Como por casualidad, un auto de ruleteo se encontró a su paso, ofreciéndole el chofer su carro; mi despreocupado socio subió al vehículo haciéndose conducir al lugar de la cita que tenía conmigo. Inútil decir que el chofer era un policía. Media hora después, cuando Manuel y yo conversábamos, dos individuos vestidos con overoles venían en sentido contrario sobre la acera donde nos encontrábamos; cuando llegaron cerca de nosotros se pararon de repente. Sacaron rápidamente sus manos de los bolsillos, y Manuel y yo teníamos frente a nosotros dos pistolas que nos apuntaban. En eso un tercer sujeto, puesto tras de mí, me apuntaba igualmente con su arma. Levanté las manos como se me ordenaba. Había llegado mi turno de caer en manos de Alfonso Frías, a cuya presencia fui conducido por mis captores.

No tenía en mi poder ya el material para la falsificación, pero había cometido el error de guardar los negativos de los billetes tras los respaldos de los asientos del desayunador. Frías me interrogó en forma legal e inteligente; comprendí que un cateo iba a ser practicado en mi alojamiento. Temiendo que los policías descubrieran los negativos, y como allí vivía en compañía de una mujer y no cabía duda que al ser encontradas las pruebas de la falsificación, mi compañera sería comprometida en un delito del cual era inocente, propuse al comandante Frías entregarle las pruebas suficientes para ser sentenciado a cambio de que mi amante no fuera molestada. El detective aceptó. Cumplí mi palabra y Alfonso Frías cumplió estrictamente la suya. Fui enviado a la penitenciaría bajo los cargos de falsificación y asociación delictuosa.

Al año de que estaba internado en ese penal, en la celda vecina fueron recluidos tres presos por propaganda sediciosa contra el gobierno. El que parecía el jefe de ellos, un tal Raúl M., no perdía la oportunidad de conversar conmigo. El hombre no dejaba de hacerme preguntas; parecía querer sondearme, conocer mi mentalidad y sobre todo mis ideas religiosas. El tal Raúl, hombre de más de 42 años, era de baja estatura y constitución raquítica.

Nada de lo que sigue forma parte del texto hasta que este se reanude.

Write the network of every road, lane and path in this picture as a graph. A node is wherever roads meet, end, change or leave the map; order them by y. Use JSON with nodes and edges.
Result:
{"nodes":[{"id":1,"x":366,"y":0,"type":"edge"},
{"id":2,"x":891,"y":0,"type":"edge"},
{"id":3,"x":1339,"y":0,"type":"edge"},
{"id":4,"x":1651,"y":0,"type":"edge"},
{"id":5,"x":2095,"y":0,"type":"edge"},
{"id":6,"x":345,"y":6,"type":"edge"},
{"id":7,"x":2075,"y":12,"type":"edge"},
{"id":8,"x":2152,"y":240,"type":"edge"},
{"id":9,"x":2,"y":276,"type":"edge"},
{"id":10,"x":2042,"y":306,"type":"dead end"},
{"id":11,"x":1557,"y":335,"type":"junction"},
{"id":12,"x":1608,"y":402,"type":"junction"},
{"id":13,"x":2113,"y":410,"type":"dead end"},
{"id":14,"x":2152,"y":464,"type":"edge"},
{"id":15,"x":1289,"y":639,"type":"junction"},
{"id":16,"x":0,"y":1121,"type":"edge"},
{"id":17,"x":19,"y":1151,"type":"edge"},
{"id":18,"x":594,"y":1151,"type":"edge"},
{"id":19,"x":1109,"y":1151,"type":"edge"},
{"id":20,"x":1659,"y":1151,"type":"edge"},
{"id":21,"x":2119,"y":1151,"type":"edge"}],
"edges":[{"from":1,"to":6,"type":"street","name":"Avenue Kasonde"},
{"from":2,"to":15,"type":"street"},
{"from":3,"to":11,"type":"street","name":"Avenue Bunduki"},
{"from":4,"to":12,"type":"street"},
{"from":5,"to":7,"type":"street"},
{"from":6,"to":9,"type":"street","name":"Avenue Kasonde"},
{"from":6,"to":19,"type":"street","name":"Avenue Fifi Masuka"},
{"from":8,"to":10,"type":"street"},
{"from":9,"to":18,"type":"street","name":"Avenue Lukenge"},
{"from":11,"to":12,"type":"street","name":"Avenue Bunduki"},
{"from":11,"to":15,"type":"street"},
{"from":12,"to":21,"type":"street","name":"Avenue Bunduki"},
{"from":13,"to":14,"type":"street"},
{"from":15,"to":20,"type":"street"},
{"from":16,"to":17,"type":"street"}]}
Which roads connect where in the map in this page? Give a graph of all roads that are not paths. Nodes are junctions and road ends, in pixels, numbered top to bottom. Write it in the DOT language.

Su semblante y su conversación denotaban que era un exaltado con algo de fanático.

Desde hacía más de 15 años había militado en el Partido Cristero y me contaba sus luchas y las de sus compañeros caídos durante el levantamiento en armas. Una vez me preguntó si era yo hombre capaz de sacrificarme por un ideal en pos de una causa justa. Por no tomar muy en serio las ardientes palabras de mi interlocutor, contesté medio en broma:

–Por ser los sacrificios sinónimo de sufrimiento, en realidad no siento ningún atractivo ni disposición por ellos; pero por afecto, deber o agradecimiento, quizás sería capaz de cometer tal barbaridad.

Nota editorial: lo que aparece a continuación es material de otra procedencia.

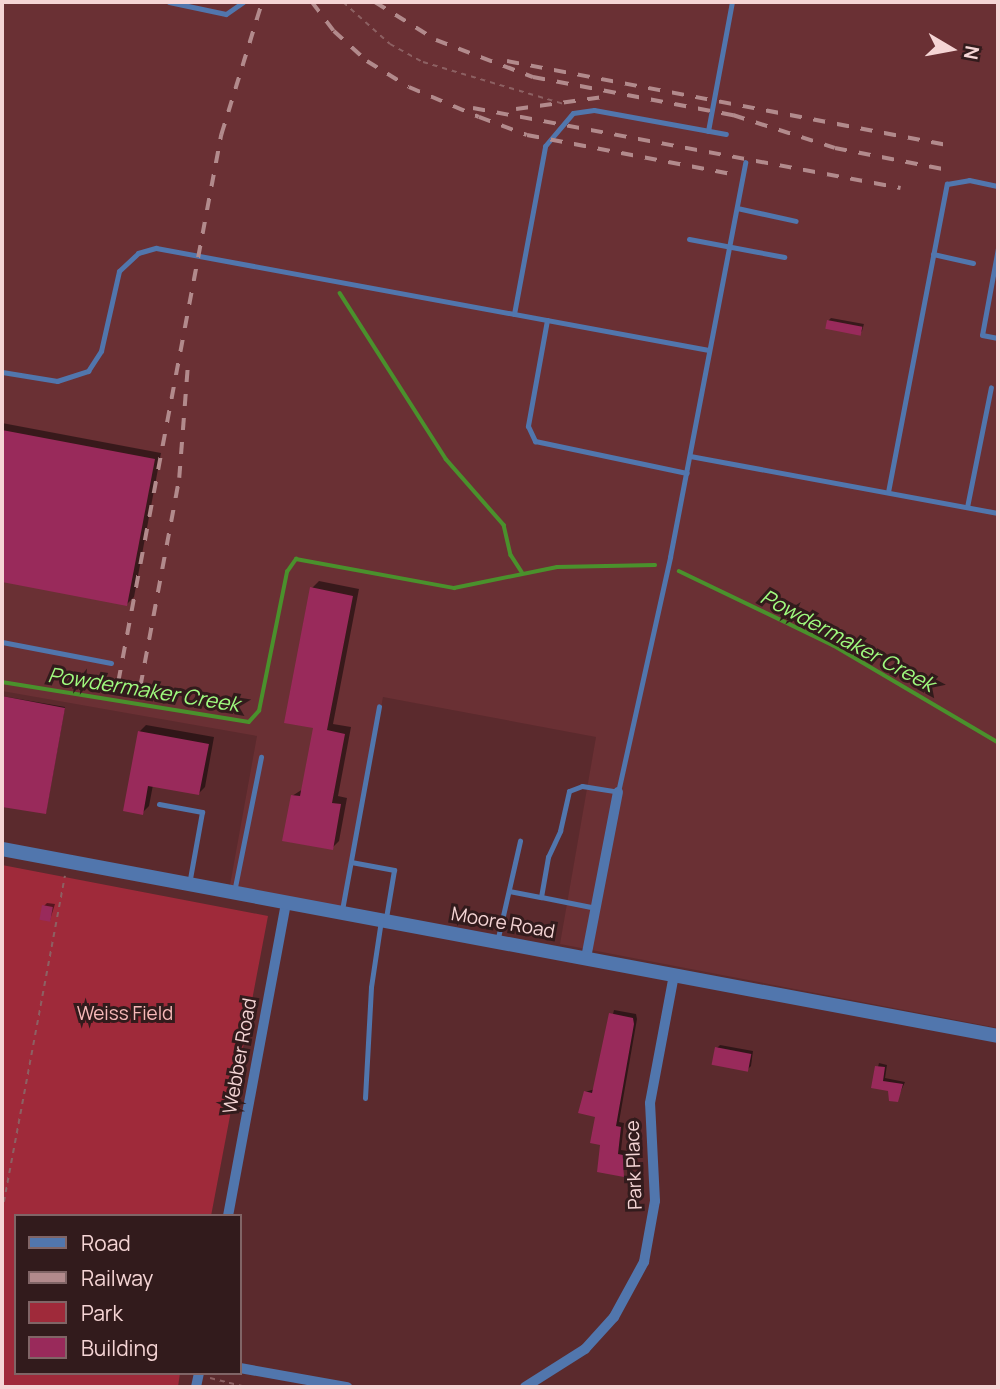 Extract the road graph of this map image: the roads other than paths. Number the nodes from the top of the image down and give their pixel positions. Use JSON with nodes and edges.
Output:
{"nodes":[{"id":1,"x":169,"y":2,"type":"edge"},
{"id":2,"x":243,"y":2,"type":"edge"},
{"id":3,"x":732,"y":2,"type":"edge"},
{"id":4,"x":708,"y":131,"type":"junction"},
{"id":5,"x":726,"y":134,"type":"dead end"},
{"id":6,"x":745,"y":162,"type":"dead end"},
{"id":7,"x":998,"y":186,"type":"edge"},
{"id":8,"x":737,"y":208,"type":"junction"},
{"id":9,"x":796,"y":221,"type":"dead end"},
{"id":10,"x":689,"y":239,"type":"dead end"},
{"id":11,"x":729,"y":246,"type":"junction"},
{"id":12,"x":998,"y":248,"type":"edge"},
{"id":13,"x":933,"y":254,"type":"junction"},
{"id":14,"x":785,"y":257,"type":"dead end"},
{"id":15,"x":974,"y":263,"type":"dead end"},
{"id":16,"x":514,"y":314,"type":"junction"},
{"id":17,"x":547,"y":320,"type":"junction"},
{"id":18,"x":998,"y":338,"type":"edge"},
{"id":19,"x":709,"y":350,"type":"junction"},
{"id":20,"x":2,"y":372,"type":"edge"},
{"id":21,"x":991,"y":387,"type":"dead end"},
{"id":22,"x":691,"y":456,"type":"junction"},
{"id":23,"x":687,"y":473,"type":"junction"},
{"id":24,"x":888,"y":492,"type":"junction"},
{"id":25,"x":967,"y":507,"type":"junction"},
{"id":26,"x":998,"y":513,"type":"edge"},
{"id":27,"x":2,"y":642,"type":"edge"},
{"id":28,"x":111,"y":663,"type":"dead end"},
{"id":29,"x":379,"y":706,"type":"dead end"},
{"id":30,"x":261,"y":757,"type":"dead end"},
{"id":31,"x":618,"y":792,"type":"junction"},
{"id":32,"x":159,"y":804,"type":"dead end"},
{"id":33,"x":520,"y":841,"type":"dead end"},
{"id":34,"x":2,"y":849,"type":"edge"},
{"id":35,"x":351,"y":862,"type":"junction"},
{"id":36,"x":189,"y":884,"type":"junction"},
{"id":37,"x":509,"y":891,"type":"junction"},
{"id":38,"x":234,"y":892,"type":"junction"},
{"id":39,"x":541,"y":897,"type":"junction"},
{"id":40,"x":286,"y":902,"type":"junction"},
{"id":41,"x":596,"y":908,"type":"junction"},
{"id":42,"x":342,"y":913,"type":"junction"},
{"id":43,"x":383,"y":921,"type":"junction"},
{"id":44,"x":497,"y":942,"type":"junction"},
{"id":45,"x":586,"y":958,"type":"junction"},
{"id":46,"x":674,"y":975,"type":"junction"},
{"id":47,"x":998,"y":1036,"type":"edge"},
{"id":48,"x":365,"y":1098,"type":"dead end"},
{"id":49,"x":228,"y":1214,"type":"edge"},
{"id":50,"x":242,"y":1368,"type":"edge"},
{"id":51,"x":347,"y":1387,"type":"edge"},
{"id":52,"x":526,"y":1387,"type":"edge"}],
"edges":[{"from":1,"to":2,"type":"lane"},
{"from":3,"to":4,"type":"lane"},
{"from":4,"to":5,"type":"lane"},
{"from":4,"to":16,"type":"lane"},
{"from":6,"to":8,"type":"lane"},
{"from":7,"to":13,"type":"lane"},
{"from":8,"to":9,"type":"lane"},
{"from":8,"to":11,"type":"lane"},
{"from":10,"to":11,"type":"lane"},
{"from":11,"to":14,"type":"lane"},
{"from":11,"to":19,"type":"lane"},
{"from":12,"to":18,"type":"lane"},
{"from":13,"to":15,"type":"lane"},
{"from":13,"to":24,"type":"lane"},
{"from":16,"to":17,"type":"lane"},
{"from":16,"to":20,"type":"lane"},
{"from":17,"to":19,"type":"lane"},
{"from":17,"to":23,"type":"lane"},
{"from":19,"to":22,"type":"lane"},
{"from":21,"to":25,"type":"lane"},
{"from":22,"to":23,"type":"lane"},
{"from":22,"to":24,"type":"lane"},
{"from":23,"to":31,"type":"lane"},
{"from":24,"to":25,"type":"lane"},
{"from":25,"to":26,"type":"lane"},
{"from":27,"to":28,"type":"lane"},
{"from":29,"to":35,"type":"lane"},
{"from":30,"to":38,"type":"lane"},
{"from":31,"to":39,"type":"lane"},
{"from":31,"to":41,"type":"street"},
{"from":32,"to":36,"type":"lane"},
{"from":33,"to":37,"type":"lane"},
{"from":34,"to":36,"type":"street","name":"Moore Road"},
{"from":35,"to":42,"type":"lane"},
{"from":35,"to":43,"type":"lane"},
{"from":36,"to":38,"type":"street","name":"Moore Road"},
{"from":37,"to":39,"type":"lane"},
{"from":37,"to":44,"type":"lane"},
{"from":38,"to":40,"type":"street","name":"Moore Road"},
{"from":39,"to":41,"type":"lane"},
{"from":40,"to":42,"type":"street","name":"Moore Road"},
{"from":40,"to":49,"type":"street","name":"Webber Road"},
{"from":41,"to":45,"type":"street"},
{"from":42,"to":43,"type":"street","name":"Moore Road"},
{"from":43,"to":44,"type":"street","name":"Moore Road"},
{"from":43,"to":48,"type":"lane"},
{"from":44,"to":45,"type":"street","name":"Moore Road"},
{"from":45,"to":46,"type":"street","name":"Moore Road"},
{"from":46,"to":47,"type":"street","name":"Moore Road"},
{"from":46,"to":52,"type":"street","name":"Park Place"},
{"from":50,"to":51,"type":"street"}]}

Dicho esto y algo cansado de la conversación del sujeto, invoqué un pretexto para alejarme, pero el hombre me detuvo al instante y sonriente me dijo en tono convencedor:

–Usted es tal como lo había pensado y será de los nuestros.

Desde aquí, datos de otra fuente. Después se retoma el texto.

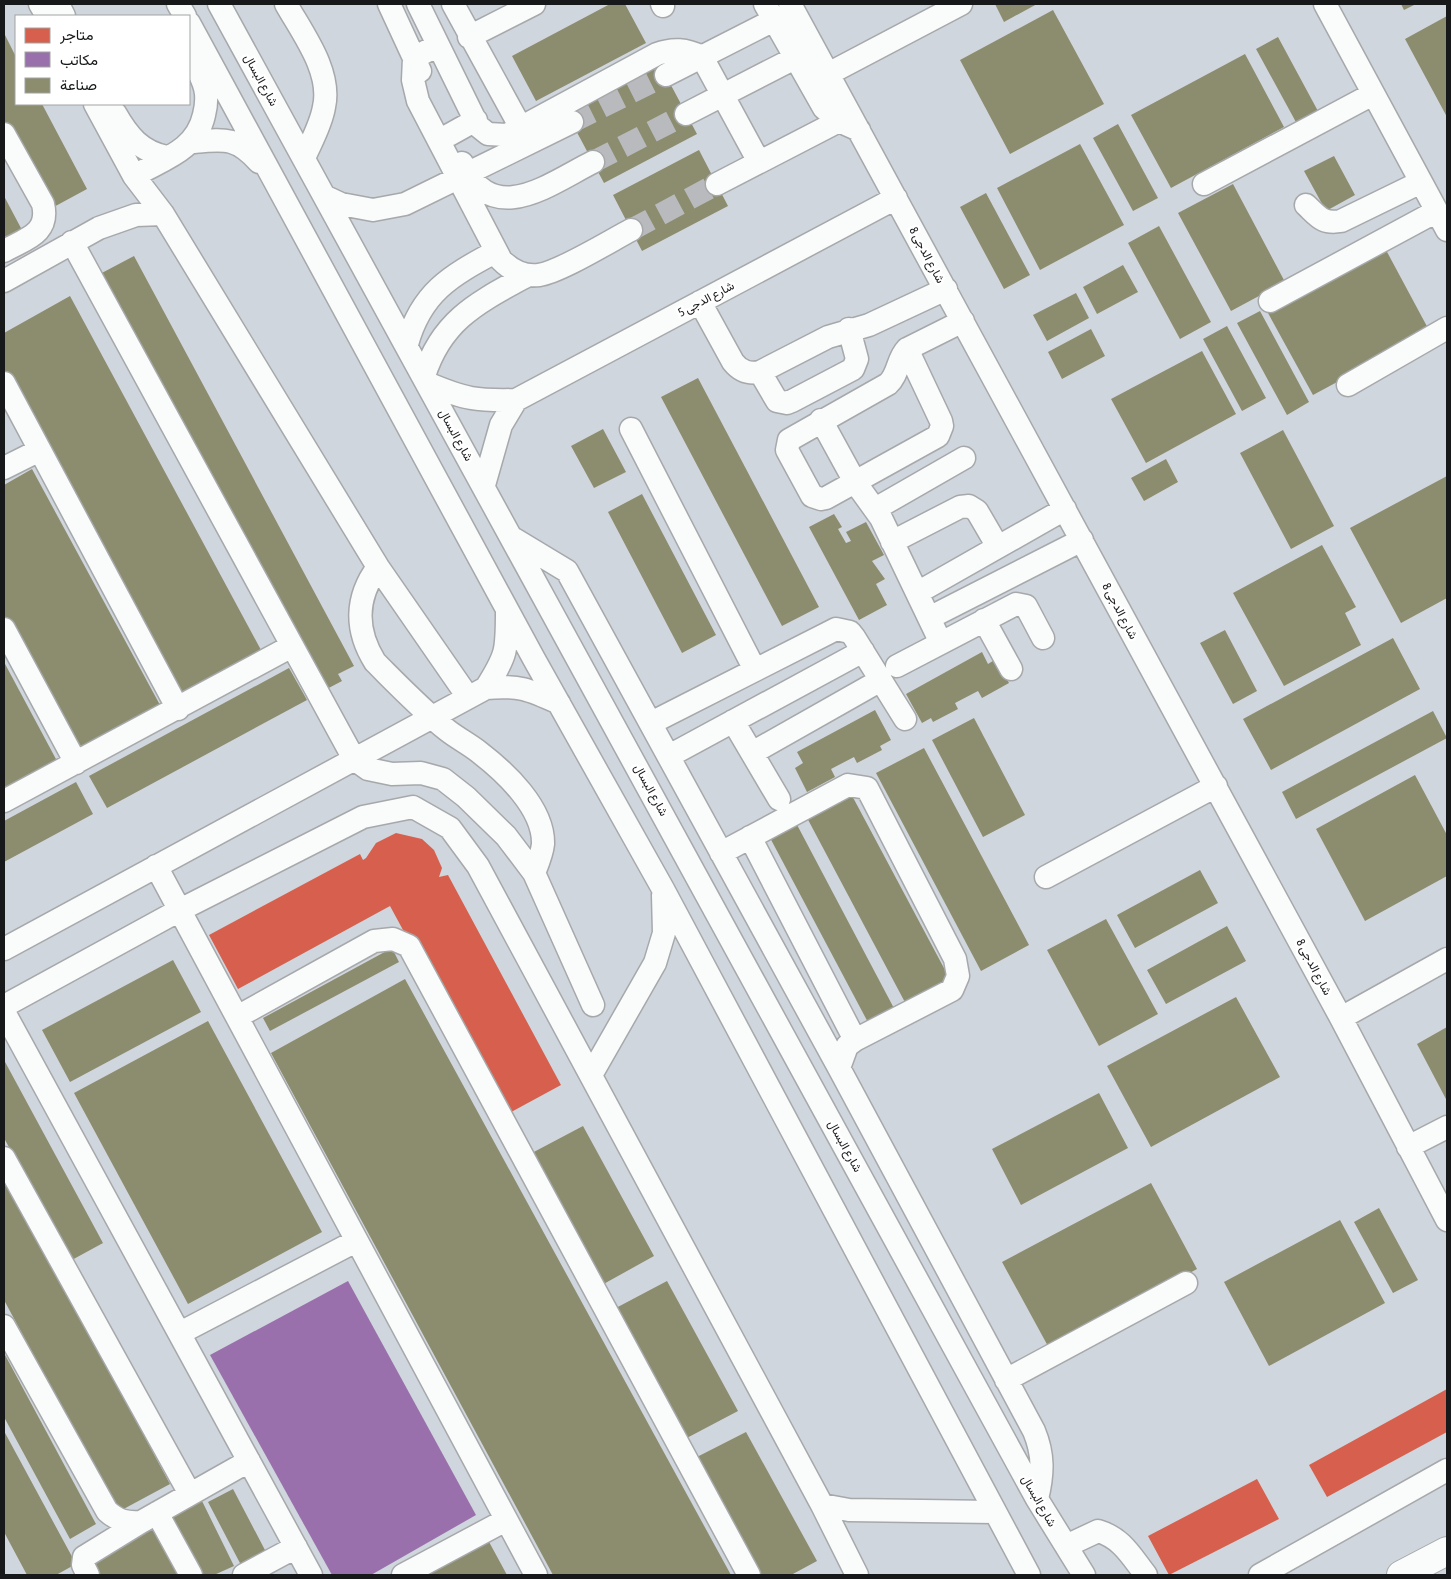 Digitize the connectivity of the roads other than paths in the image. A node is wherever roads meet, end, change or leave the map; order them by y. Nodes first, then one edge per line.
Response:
1 (40, 4) edge
2 (178, 4) edge
3 (220, 4) edge
4 (286, 4) edge
5 (388, 4) edge
6 (418, 4) edge
7 (454, 4) edge
8 (534, 4) edge
9 (790, 4) edge
10 (961, 4) edge
11 (1325, 4) edge
12 (770, 12) edge
13 (46, 15) edge
14 (184, 15) edge
15 (190, 25) edge
16 (469, 37) junction
17 (438, 45) junction
18 (190, 55) edge
19 (702, 57) junction
20 (414, 58) junction
21 (795, 58) junction
22 (828, 74) junction
23 (666, 75) tunnel mouth
24 (1373, 94) junction
25 (723, 95) junction
26 (96, 105) edge
27 (111, 105) edge
28 (686, 114) tunnel mouth
29 (476, 120) junction
30 (839, 121) junction
31 (572, 122) tunnel mouth
32 (859, 130) junction
33 (4, 134) edge
34 (449, 135) junction
35 (524, 135) junction
36 (193, 142) junction
37 (10, 158) edge
38 (167, 158) junction
39 (304, 158) junction
40 (593, 162) tunnel mouth
41 (759, 162) junction
42 (134, 176) junction
43 (272, 176) junction
44 (462, 176) junction
45 (1421, 182) junction
46 (717, 184) tunnel mouth
47 (1204, 184) dead end
48 (326, 197) junction
49 (896, 198) junction
50 (1306, 205) dead end
51 (162, 214) junction
52 (1442, 221) edge
53 (631, 230) tunnel mouth
54 (72, 242) junction
55 (4, 251) edge
56 (494, 252) junction
57 (528, 275) junction
58 (4, 281) edge
59 (946, 289) junction
60 (1270, 301) dead end
61 (700, 302) junction
62 (963, 321) junction
63 (1447, 328) edge
64 (849, 329) junction
65 (407, 344) junction
66 (907, 349) junction
67 (760, 372) junction
68 (426, 380) junction
69 (4, 383) edge
70 (1348, 385) dead end
71 (516, 400) junction
72 (821, 420) junction
73 (631, 429) dead end
74 (38, 451) junction
75 (964, 458) dead end
76 (4, 468) edge
77 (855, 482) junction
78 (484, 485) junction
79 (875, 508) junction
80 (1065, 509) junction
81 (514, 539) junction
82 (1082, 540) junction
83 (892, 542) junction
84 (998, 548) junction
85 (378, 568) junction
86 (917, 593) junction
87 (507, 609) junction
88 (929, 618) junction
89 (984, 620) junction
90 (4, 629) edge
91 (1043, 638) dead end
92 (941, 643) junction
93 (292, 646) junction
94 (863, 651) junction
95 (1011, 669) dead end
96 (889, 673) junction
97 (747, 674) junction
98 (477, 692) junction
99 (559, 703) junction
100 (178, 709) junction
101 (755, 709) junction
102 (433, 717) junction
103 (905, 719) dead end
104 (734, 721) junction
105 (651, 723) junction
106 (752, 754) junction
107 (669, 756) junction
108 (354, 759) junction
109 (76, 763) junction
110 (1216, 786) junction
111 (779, 799) dead end
112 (4, 802) edge
113 (750, 837) junction
114 (721, 852) junction
115 (156, 866) junction
116 (534, 873) junction
117 (1046, 877) dead end
118 (663, 889) junction
119 (178, 911) junction
120 (4, 949) edge
121 (1447, 959) edge
122 (4, 1006) edge
123 (593, 1006) dead end
124 (4, 1012) edge
125 (237, 1017) junction
126 (1341, 1018) junction
127 (855, 1040) junction
128 (839, 1068) junction
129 (591, 1075) junction
130 (1447, 1127) edge
131 (1408, 1148) junction
132 (4, 1158) edge
133 (1447, 1220) edge
134 (356, 1241) junction
135 (1186, 1283) dead end
136 (4, 1326) edge
137 (180, 1333) junction
138 (1006, 1380) junction
139 (249, 1461) junction
140 (1447, 1470) edge
141 (190, 1494) junction
142 (1037, 1499) junction
143 (822, 1505) junction
144 (994, 1512) junction
145 (149, 1517) junction
146 (506, 1520) junction
147 (1066, 1546) junction
148 (296, 1547) junction
149 (1447, 1551) edge
150 (88, 1575) edge
151 (191, 1575) edge
152 (244, 1575) edge
153 (311, 1575) edge
154 (403, 1575) edge
155 (536, 1575) edge
156 (749, 1575) edge
157 (857, 1575) edge
158 (1029, 1575) edge
159 (1084, 1575) edge
160 (1146, 1575) edge
161 (1260, 1575) edge
162 (1401, 1575) edge

1 - 13 street
2 - 14 street
3 - 39 street, شارع البسال
4 - 39 street
5 - 20 street
6 - 17 street
7 - 16 street
8 - 16 street
9 - 22 street, شارع الدجى 8
10 - 22 street
11 - 24 street
12 - 19 street
12 - 21 street
15 - 43 street
16 - 35 street
17 - 20 street
17 - 29 street
18 - 36 street
19 - 23 street
19 - 25 street
19 - 35 street
20 - 34 street
20 - 44 street
21 - 25 street
21 - 30 street
22 - 32 street, شارع الدجى 8
24 - 45 street
24 - 47 street
25 - 28 street
25 - 41 street
26 - 42 street
27 - 38 street
29 - 34 street
29 - 35 street
30 - 32 street
30 - 41 street
31 - 35 street
32 - 49 street, شارع الدجى 8
33 - 37 street
34 - 44 street
35 - 44 street
36 - 38 street
36 - 43 street
37 - 55 street
38 - 42 street
39 - 48 street, شارع البسال
40 - 44 street
41 - 46 street
42 - 51 street
43 - 87 street
44 - 48 street
44 - 56 street
45 - 50 street
45 - 52 street
48 - 65 street, شارع البسال
49 - 59 street, شارع الدجى 8
49 - 61 street, شارع الدجى 5
51 - 54 street
51 - 85 street
52 - 60 street
53 - 57 street
54 - 58 street
54 - 93 street
56 - 57 street
56 - 65 street
57 - 68 street
59 - 62 street, شارع الدجى 8
59 - 64 street
61 - 67 street
61 - 71 street, شارع الدجى 5
62 - 66 street
62 - 80 street, شارع الدجى 8
63 - 70 street
64 - 67 street
64 - 67 street
65 - 68 street, شارع البسال
66 - 72 street
66 - 77 street
68 - 71 street, شارع الدجى 5
68 - 78 street, شارع البسال
69 - 74 street
71 - 78 street
72 - 77 street
72 - 77 street
73 - 97 street
74 - 76 street
74 - 100 street
75 - 79 street
77 - 79 street
78 - 81 street, شارع البسال
79 - 83 street
80 - 82 street, شارع الدجى 8
80 - 84 street
81 - 105 street
81 - 142 street, شارع البسال
82 - 88 street
82 - 110 street, شارع الدجى 8
83 - 84 street
83 - 86 street
84 - 86 street
85 - 98 street
85 - 102 street
86 - 88 street
87 - 98 street
87 - 99 street
88 - 92 street
89 - 91 street
89 - 92 street
89 - 95 street
90 - 109 street
92 - 96 street
93 - 100 street
93 - 108 street
94 - 96 street
94 - 97 street
94 - 101 street
96 - 103 street
96 - 106 street
97 - 101 street
97 - 105 street
98 - 99 street
98 - 102 street
99 - 118 street
100 - 109 street
101 - 104 street
102 - 108 street
102 - 116 street
104 - 106 street
104 - 107 street
105 - 107 street
106 - 111 street
107 - 114 street
108 - 115 street
108 - 116 street
109 - 112 street
110 - 117 street
110 - 126 street, شارع الدجى 8
113 - 114 street
113 - 127 street
113 - 127 street
114 - 128 street
115 - 119 street
115 - 120 street
116 - 123 street
118 - 129 street
118 - 144 street
119 - 122 street
119 - 125 street
119 - 129 street
121 - 126 street
124 - 137 street
125 - 134 street
125 - 156 street
126 - 131 street, شارع الدجى 8
127 - 128 street
128 - 138 street
129 - 143 street
130 - 131 street
131 - 133 street, شارع الدجى 8
132 - 141 street
134 - 137 street
134 - 146 street
135 - 138 street
136 - 145 street
137 - 139 street
138 - 142 street
139 - 141 street
139 - 148 street
140 - 161 street
141 - 145 street
142 - 147 street, شارع البسال
143 - 144 street
143 - 157 street
144 - 158 street
145 - 150 street
145 - 151 street
146 - 154 street
146 - 155 street
147 - 159 street, شارع البسال
147 - 160 street
148 - 152 street
148 - 153 street
149 - 162 main road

No queriendo contrariarlo, juzgándolo un poco desequilibrado, le contesté:

–Como no, hombre, con mucho gusto –y dándole una amistosa palmada sobre un hombro, me fui por otro lado.

Poco tiempo después, las palabras del que creía un loco se realizaron, no solamente en el sentido de mi adhesión al partido, sino también en lo que se refería al sacrificio.

En las cárceles de México le llaman Mayor de la Crujía al reo encargado, con la colaboración de algunos otros presos llamados ayudantes, de hacer cumplir a los demás los reglamentos penales; o sea, formar a los presos para pasar lista, vigilar la distribución de los alimentos y dirigir el aseo. En recompensa de tal ayuda, el mayor goza de ciertas prerrogativas que le son concedidas por la administración del penal.